#### Task
Search the data below for "Left"; list each line that holds it.

----

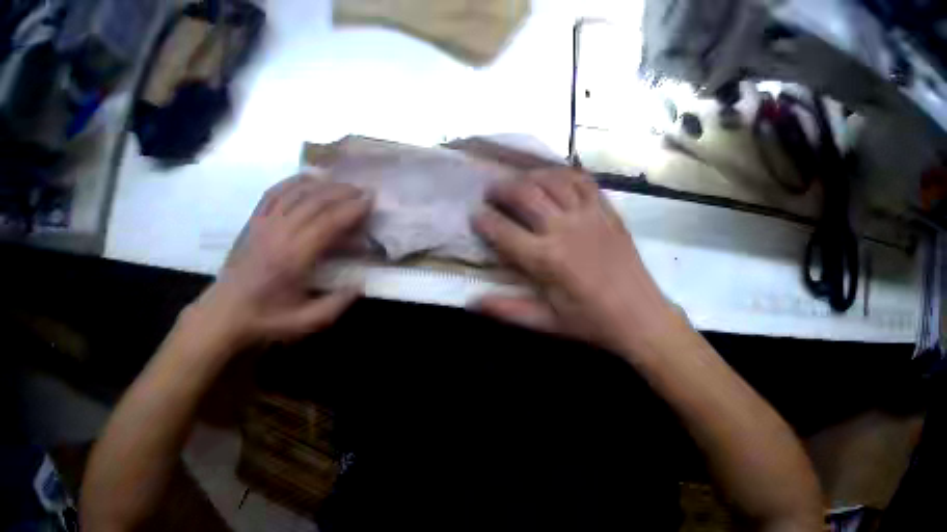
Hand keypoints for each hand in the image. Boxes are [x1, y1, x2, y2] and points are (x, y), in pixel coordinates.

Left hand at [188, 176, 372, 349]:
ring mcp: (264, 223)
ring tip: (341, 184)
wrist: (226, 313)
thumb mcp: (304, 323)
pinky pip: (274, 192)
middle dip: (343, 192)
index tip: (370, 201)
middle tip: (362, 191)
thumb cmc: (265, 320)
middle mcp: (280, 232)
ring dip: (322, 184)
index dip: (352, 209)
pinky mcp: (253, 221)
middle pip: (316, 200)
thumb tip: (359, 285)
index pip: (328, 223)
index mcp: (294, 258)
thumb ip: (334, 306)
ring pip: (296, 192)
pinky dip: (293, 181)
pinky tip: (306, 179)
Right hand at [472, 168, 681, 353]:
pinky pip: (583, 181)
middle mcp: (564, 228)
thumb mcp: (547, 322)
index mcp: (545, 259)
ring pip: (552, 180)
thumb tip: (471, 302)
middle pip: (524, 194)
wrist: (640, 315)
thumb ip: (508, 310)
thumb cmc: (592, 322)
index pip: (502, 231)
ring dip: (529, 176)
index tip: (475, 216)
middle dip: (501, 189)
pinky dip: (565, 174)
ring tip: (519, 181)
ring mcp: (588, 215)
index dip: (483, 221)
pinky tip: (556, 177)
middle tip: (491, 193)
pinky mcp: (607, 210)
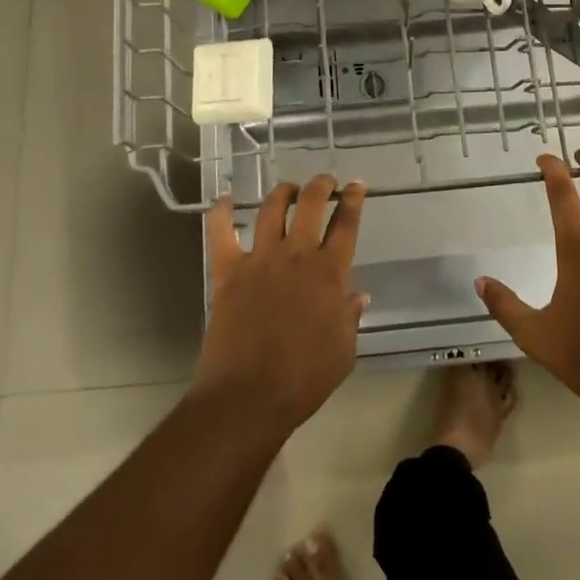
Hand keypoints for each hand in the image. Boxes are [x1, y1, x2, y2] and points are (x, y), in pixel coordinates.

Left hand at [194, 176, 367, 434]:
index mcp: (329, 273)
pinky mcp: (228, 271)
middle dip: (320, 185)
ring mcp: (260, 259)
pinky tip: (224, 200)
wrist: (248, 397)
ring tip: (289, 189)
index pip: (346, 224)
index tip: (355, 185)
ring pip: (271, 208)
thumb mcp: (343, 352)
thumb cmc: (303, 379)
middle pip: (310, 203)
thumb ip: (350, 318)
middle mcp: (296, 255)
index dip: (353, 200)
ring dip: (283, 192)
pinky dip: (221, 213)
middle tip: (325, 182)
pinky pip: (221, 233)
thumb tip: (358, 295)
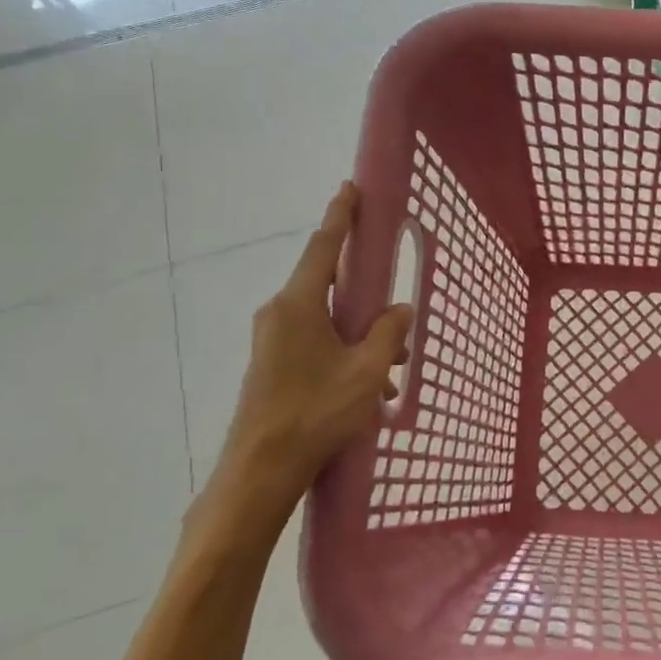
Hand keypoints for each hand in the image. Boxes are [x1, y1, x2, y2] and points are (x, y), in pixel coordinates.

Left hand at [194, 183, 411, 549]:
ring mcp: (272, 341)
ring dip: (360, 337)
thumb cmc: (315, 413)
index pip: (324, 248)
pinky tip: (370, 391)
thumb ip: (389, 334)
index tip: (349, 188)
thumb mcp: (366, 372)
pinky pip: (315, 344)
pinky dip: (344, 356)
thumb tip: (399, 311)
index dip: (340, 217)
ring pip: (326, 321)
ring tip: (392, 369)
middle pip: (329, 287)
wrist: (260, 471)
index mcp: (299, 305)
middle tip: (395, 311)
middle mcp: (280, 314)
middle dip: (366, 298)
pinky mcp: (272, 365)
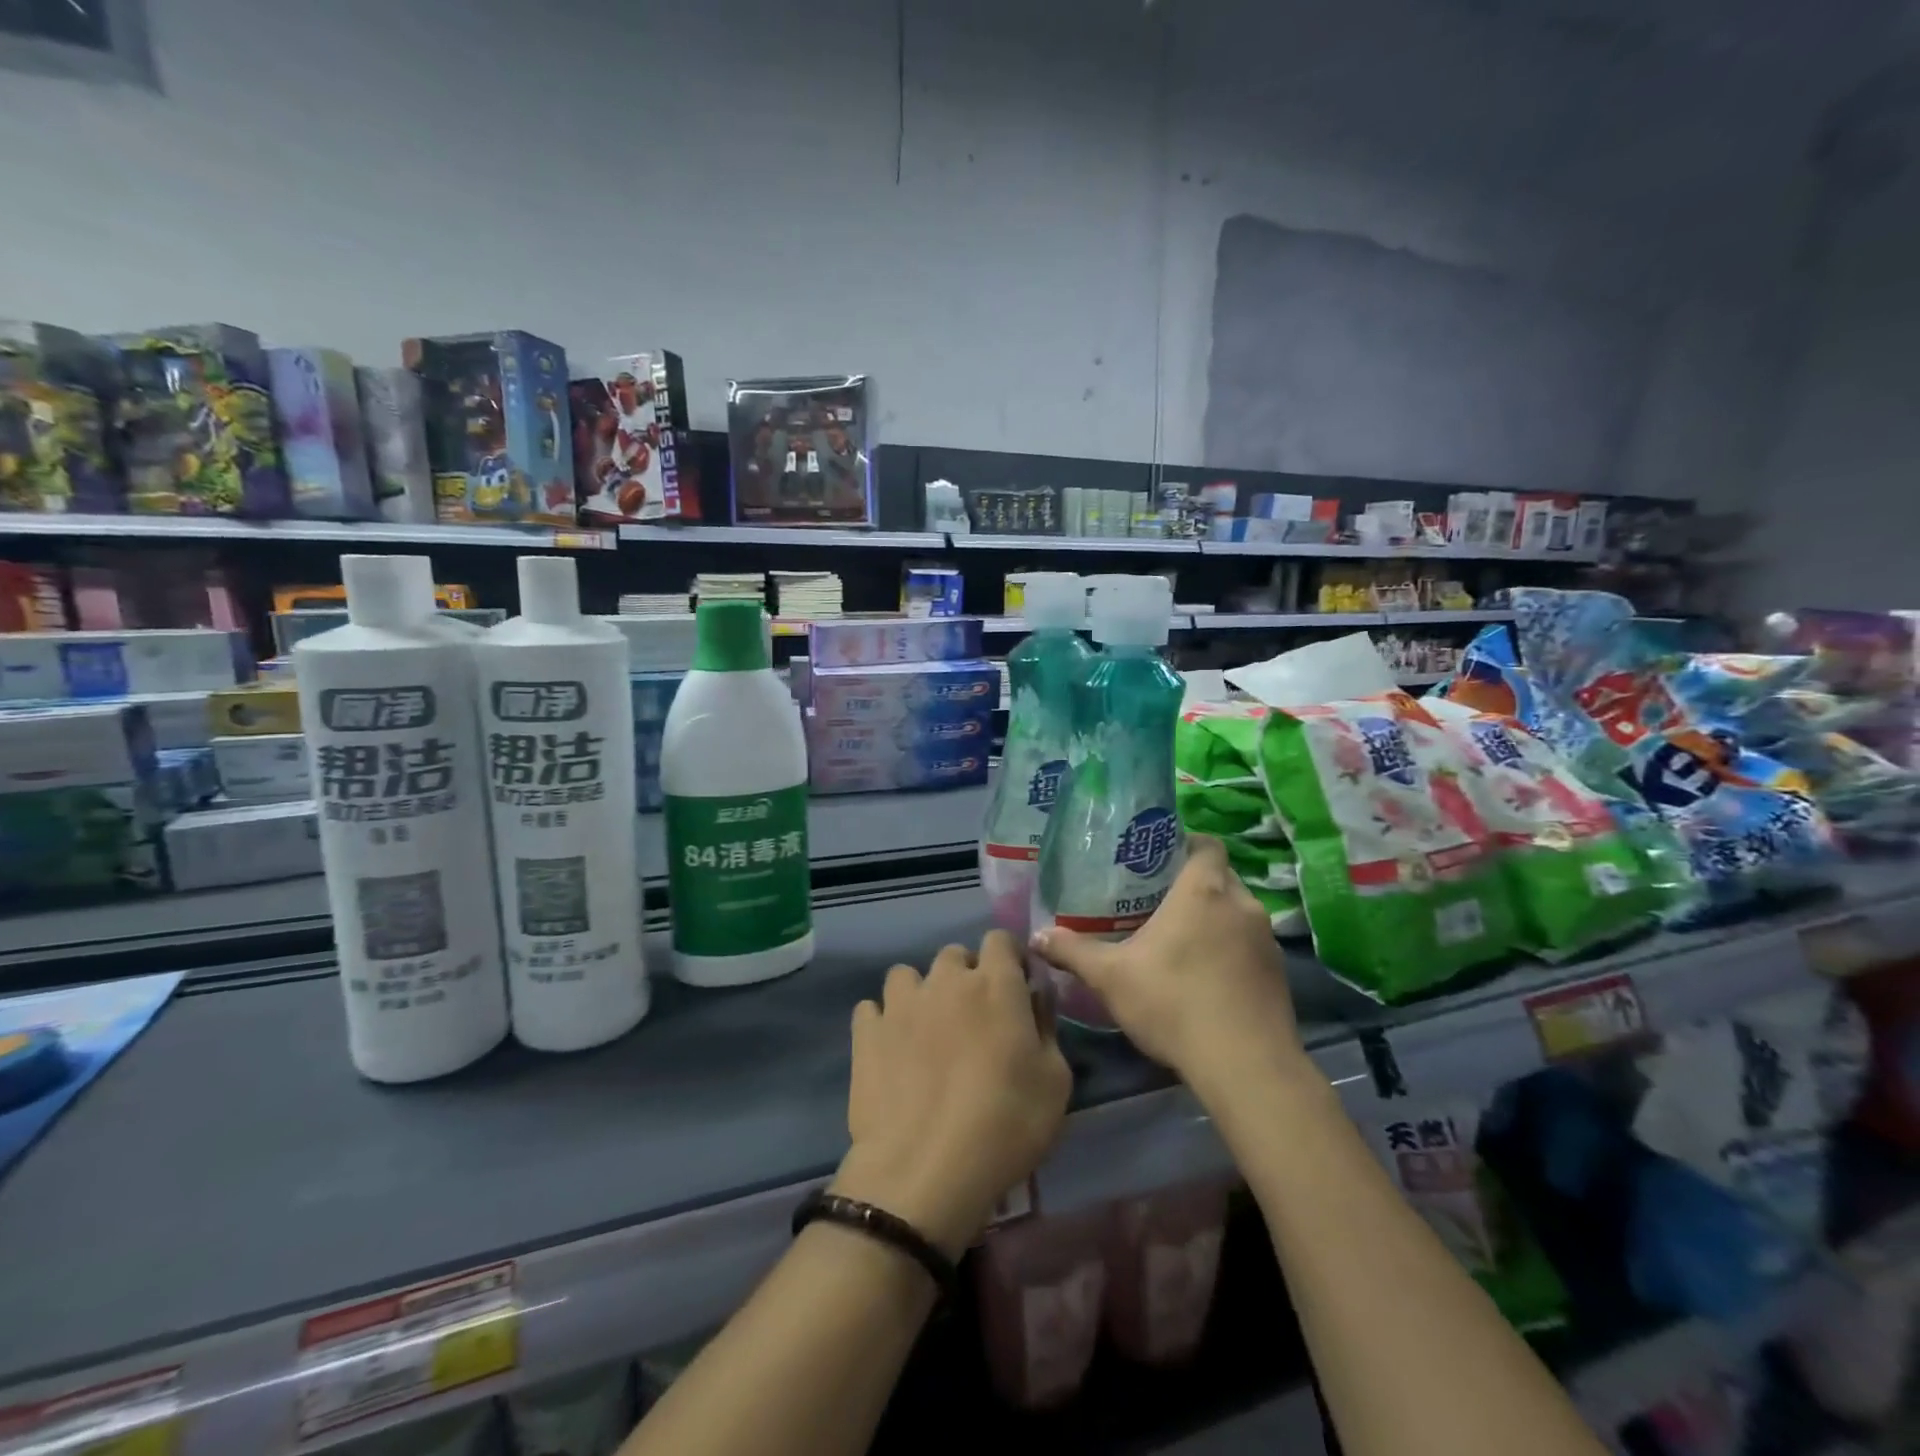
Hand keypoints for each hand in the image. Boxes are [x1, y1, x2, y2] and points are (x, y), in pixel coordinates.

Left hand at [832, 932, 1071, 1257]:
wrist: (926, 1170)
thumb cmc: (1006, 1125)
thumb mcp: (1055, 1082)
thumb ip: (1047, 1027)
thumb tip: (1034, 997)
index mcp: (995, 984)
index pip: (1000, 939)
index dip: (1008, 959)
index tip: (1015, 989)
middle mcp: (946, 980)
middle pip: (954, 955)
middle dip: (965, 976)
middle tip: (973, 1019)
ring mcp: (900, 1003)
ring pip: (908, 975)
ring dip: (920, 994)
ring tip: (926, 1032)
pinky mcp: (866, 1032)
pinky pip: (871, 1009)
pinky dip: (882, 1022)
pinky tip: (891, 1050)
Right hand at [1029, 835, 1302, 1095]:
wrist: (1246, 1066)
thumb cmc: (1174, 1003)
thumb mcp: (1111, 977)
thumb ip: (1073, 951)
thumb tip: (1036, 936)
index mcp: (1204, 891)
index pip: (1207, 844)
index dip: (1187, 843)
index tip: (1160, 857)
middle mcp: (1241, 905)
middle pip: (1221, 875)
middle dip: (1194, 882)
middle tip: (1158, 899)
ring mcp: (1265, 939)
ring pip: (1237, 911)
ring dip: (1215, 918)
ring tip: (1181, 937)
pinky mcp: (1278, 973)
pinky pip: (1250, 943)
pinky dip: (1231, 949)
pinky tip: (1207, 975)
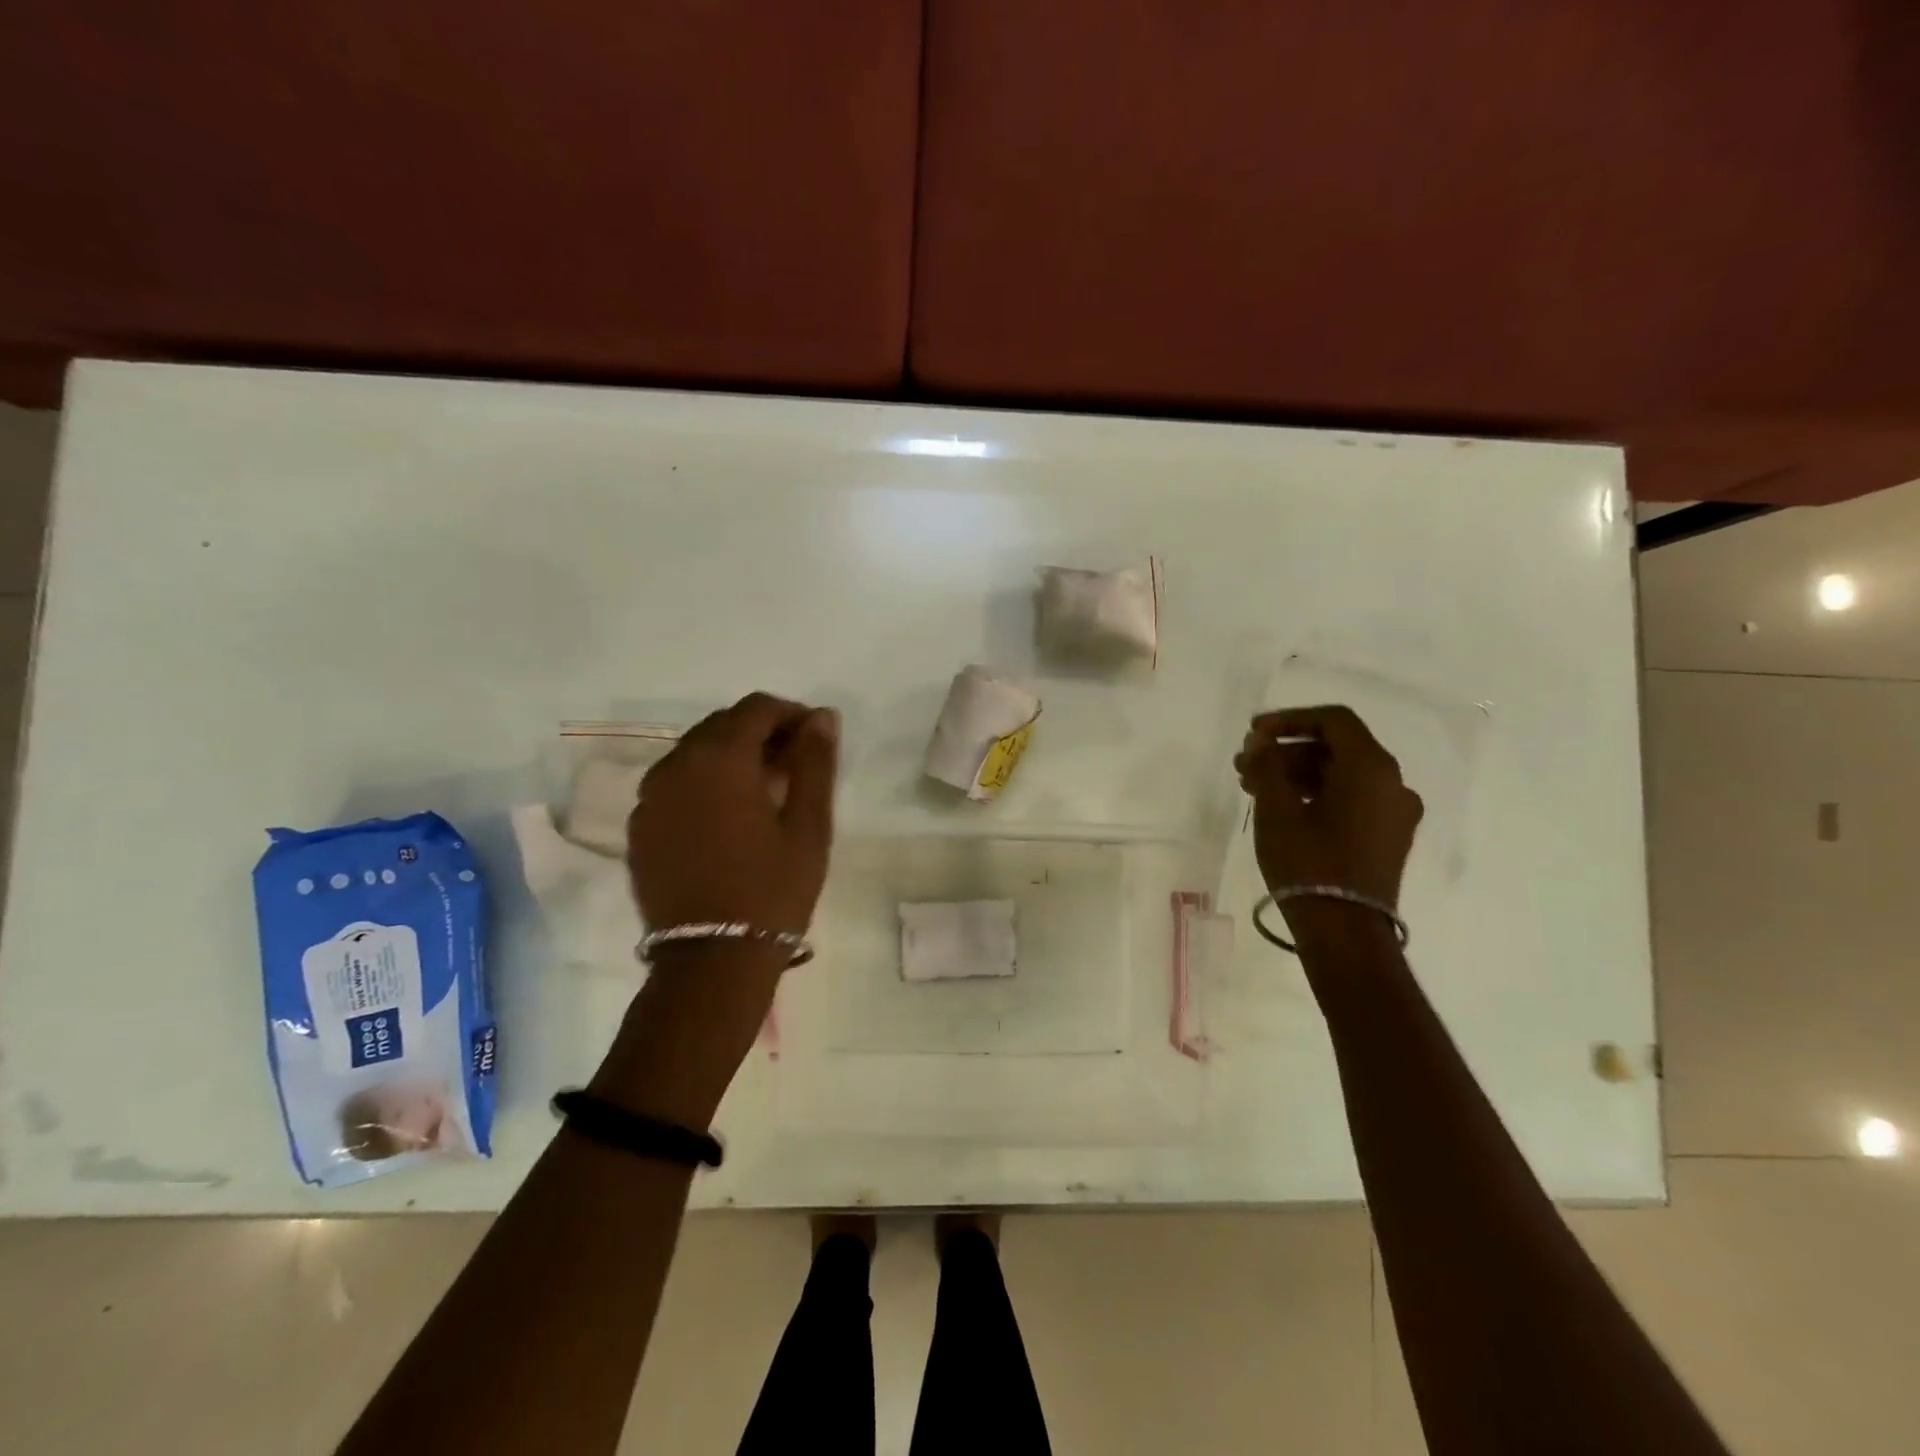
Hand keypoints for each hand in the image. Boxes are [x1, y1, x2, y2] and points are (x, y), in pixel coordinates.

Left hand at [627, 692, 838, 937]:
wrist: (712, 961)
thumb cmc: (772, 889)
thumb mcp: (808, 825)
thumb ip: (815, 762)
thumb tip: (821, 716)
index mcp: (719, 758)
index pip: (756, 708)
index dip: (791, 714)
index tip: (814, 740)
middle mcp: (675, 765)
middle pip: (722, 725)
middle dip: (761, 734)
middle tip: (794, 766)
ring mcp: (649, 797)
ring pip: (695, 753)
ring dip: (731, 757)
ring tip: (763, 792)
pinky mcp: (639, 826)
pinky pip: (675, 783)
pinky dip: (704, 783)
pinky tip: (727, 817)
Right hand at [1234, 705, 1422, 942]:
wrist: (1345, 932)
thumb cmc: (1308, 862)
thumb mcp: (1276, 809)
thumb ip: (1267, 764)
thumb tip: (1261, 740)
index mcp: (1371, 767)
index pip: (1333, 720)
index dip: (1289, 719)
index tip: (1253, 734)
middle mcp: (1393, 783)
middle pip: (1336, 748)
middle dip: (1286, 751)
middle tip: (1245, 766)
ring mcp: (1395, 813)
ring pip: (1342, 775)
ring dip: (1298, 774)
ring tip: (1254, 790)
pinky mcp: (1389, 838)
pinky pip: (1353, 800)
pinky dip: (1318, 794)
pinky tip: (1284, 810)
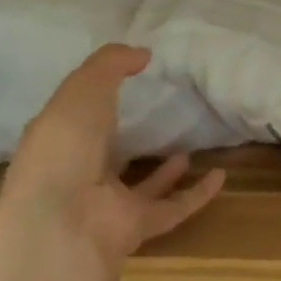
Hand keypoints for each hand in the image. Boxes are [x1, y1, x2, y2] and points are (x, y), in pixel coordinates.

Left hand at [0, 45, 225, 280]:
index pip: (76, 119)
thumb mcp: (84, 88)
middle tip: (157, 119)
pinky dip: (198, 194)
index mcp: (60, 140)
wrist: (64, 219)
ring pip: (141, 187)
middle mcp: (81, 174)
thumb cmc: (65, 145)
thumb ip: (111, 64)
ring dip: (164, 172)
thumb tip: (143, 53)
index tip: (125, 82)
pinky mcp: (137, 227)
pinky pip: (173, 208)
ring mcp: (109, 204)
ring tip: (187, 149)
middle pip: (107, 156)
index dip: (94, 101)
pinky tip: (220, 176)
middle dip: (126, 140)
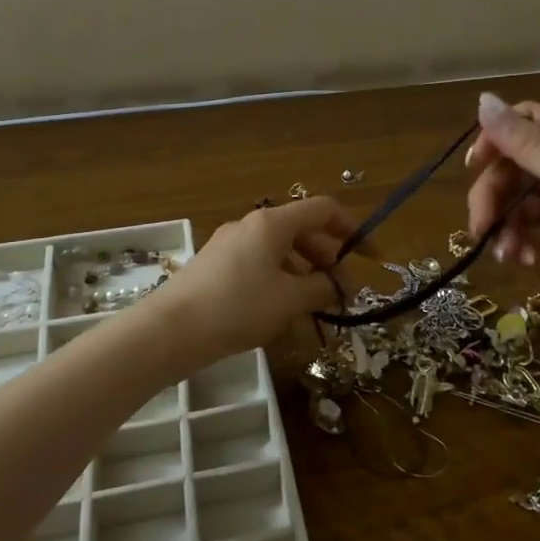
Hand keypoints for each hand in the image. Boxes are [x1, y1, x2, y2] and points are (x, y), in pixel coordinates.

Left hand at [151, 196, 358, 363]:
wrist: (168, 331)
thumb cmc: (237, 308)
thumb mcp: (289, 300)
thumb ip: (322, 288)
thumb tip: (338, 285)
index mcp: (273, 223)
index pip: (325, 209)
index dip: (353, 229)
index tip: (370, 258)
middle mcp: (251, 224)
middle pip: (303, 229)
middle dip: (328, 257)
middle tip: (341, 290)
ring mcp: (230, 243)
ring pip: (280, 248)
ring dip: (304, 270)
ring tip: (314, 304)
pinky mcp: (215, 265)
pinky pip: (259, 262)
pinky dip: (279, 278)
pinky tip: (280, 308)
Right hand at [465, 93, 539, 330]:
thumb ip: (527, 143)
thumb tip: (483, 99)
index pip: (528, 122)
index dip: (497, 139)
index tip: (474, 167)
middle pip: (518, 166)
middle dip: (495, 195)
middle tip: (480, 226)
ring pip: (520, 202)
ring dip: (506, 226)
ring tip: (507, 253)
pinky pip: (533, 230)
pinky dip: (522, 244)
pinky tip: (525, 262)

----

#### Solved problem
Left hand at [188, 176, 372, 349]:
Left hand at [194, 176, 367, 434]:
Left hand at [194, 183, 411, 549]:
Left hand at [832, 932, 1071, 1257]:
Left hand at [627, 692, 838, 937]:
Left hand at [0, 45, 225, 280]:
Left hand at [151, 196, 358, 363]:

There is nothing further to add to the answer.